How does U.S. law define ‘spouse’ for immigration purposes?

Some U.S. citizens from Kentucky and elsewhere fell in love with someone abroad and married them. Following that, the U.S. citizen and their new spouse may wish to live in the United States. In situations like this, they will need to obtain an immigrant visa for a spouse of a U.S. citizen.

It is important, first, to understand who qualifies as a spouse for immigration purposes. A spouse is a husband or wife that is legally married to another person. Just cohabitating without having married is not enough for a person to be considered a spouse for immigration purposes.

Some people may have what is considered a common-law marriage. In general, this is an arrangement between the spouses who hold themselves out be married, but do not go through any civil or religious ceremony. Whether a common-law husband or wife qualifies as a spouse with regards to immigration is dependent on the laws of the nation in which the common-law marriage took place.

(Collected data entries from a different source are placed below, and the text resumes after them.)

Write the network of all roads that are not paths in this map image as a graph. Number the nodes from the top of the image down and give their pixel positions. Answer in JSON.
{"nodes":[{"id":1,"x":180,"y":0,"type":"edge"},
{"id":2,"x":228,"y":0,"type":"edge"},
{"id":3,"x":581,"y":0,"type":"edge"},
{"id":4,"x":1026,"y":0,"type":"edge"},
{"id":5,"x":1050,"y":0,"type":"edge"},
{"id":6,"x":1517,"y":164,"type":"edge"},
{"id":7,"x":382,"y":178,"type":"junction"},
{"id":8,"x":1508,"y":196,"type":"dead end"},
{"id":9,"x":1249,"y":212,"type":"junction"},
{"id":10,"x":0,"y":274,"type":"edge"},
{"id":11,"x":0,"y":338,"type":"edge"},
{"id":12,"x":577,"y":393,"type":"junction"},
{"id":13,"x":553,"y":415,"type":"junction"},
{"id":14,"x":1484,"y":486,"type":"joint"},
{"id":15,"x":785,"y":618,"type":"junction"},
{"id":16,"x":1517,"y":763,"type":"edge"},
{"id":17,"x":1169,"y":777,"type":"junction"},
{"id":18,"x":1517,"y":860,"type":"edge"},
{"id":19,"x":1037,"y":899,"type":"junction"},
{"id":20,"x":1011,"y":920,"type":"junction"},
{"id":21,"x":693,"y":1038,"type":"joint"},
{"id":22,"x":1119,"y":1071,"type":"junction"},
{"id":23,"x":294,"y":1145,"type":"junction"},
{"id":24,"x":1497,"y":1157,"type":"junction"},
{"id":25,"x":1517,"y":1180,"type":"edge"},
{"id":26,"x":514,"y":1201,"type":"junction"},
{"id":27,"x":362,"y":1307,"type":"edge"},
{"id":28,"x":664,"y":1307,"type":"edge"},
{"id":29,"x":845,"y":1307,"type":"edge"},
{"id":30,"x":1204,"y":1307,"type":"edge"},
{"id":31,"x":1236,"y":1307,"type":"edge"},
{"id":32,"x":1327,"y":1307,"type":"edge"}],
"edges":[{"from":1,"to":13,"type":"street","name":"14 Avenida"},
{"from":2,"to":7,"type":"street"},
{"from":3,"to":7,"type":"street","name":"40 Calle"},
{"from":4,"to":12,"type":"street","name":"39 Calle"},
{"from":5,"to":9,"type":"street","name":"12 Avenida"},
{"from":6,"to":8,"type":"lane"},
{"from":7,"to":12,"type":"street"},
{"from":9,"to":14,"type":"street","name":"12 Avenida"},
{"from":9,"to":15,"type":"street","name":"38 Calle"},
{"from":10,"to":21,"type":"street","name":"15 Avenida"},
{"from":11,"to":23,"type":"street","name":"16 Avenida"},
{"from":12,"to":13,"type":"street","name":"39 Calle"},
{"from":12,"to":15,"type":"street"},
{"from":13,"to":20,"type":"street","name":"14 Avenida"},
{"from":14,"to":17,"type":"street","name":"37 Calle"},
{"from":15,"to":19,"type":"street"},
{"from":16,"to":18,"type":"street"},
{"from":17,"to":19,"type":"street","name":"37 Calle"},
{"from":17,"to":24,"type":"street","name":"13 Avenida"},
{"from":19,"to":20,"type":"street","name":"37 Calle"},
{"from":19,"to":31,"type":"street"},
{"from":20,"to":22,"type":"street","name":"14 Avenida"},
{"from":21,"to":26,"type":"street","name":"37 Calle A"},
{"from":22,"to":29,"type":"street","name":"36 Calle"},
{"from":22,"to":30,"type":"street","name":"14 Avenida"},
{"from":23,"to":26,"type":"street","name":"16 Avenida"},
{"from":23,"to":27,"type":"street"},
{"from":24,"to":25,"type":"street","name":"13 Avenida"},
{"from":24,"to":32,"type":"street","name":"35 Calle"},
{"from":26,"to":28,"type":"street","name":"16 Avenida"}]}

Some countries permit polygamy. This means that a person may have more than one wife or more than one husband. While these marriages may be lawful in the country where the immigrant spouses live, the United States will only recognize the first spouse for immigration purposes.

Knowing who qualifies as a spouse is the first step in the process of applying for an immigrant visa for a spouse of a U.S. citizen. If a person is not considered a spouse under U.S. law, they will not be able to obtain such a visa. There are numerous forms to file and other qualifications to meet in order for a spouse of a U.S. citizen to obtain an immigrant visa. Those with questions about the family immigration process are encouraged to seek out the help they need to ensure no crucial step is overlooked.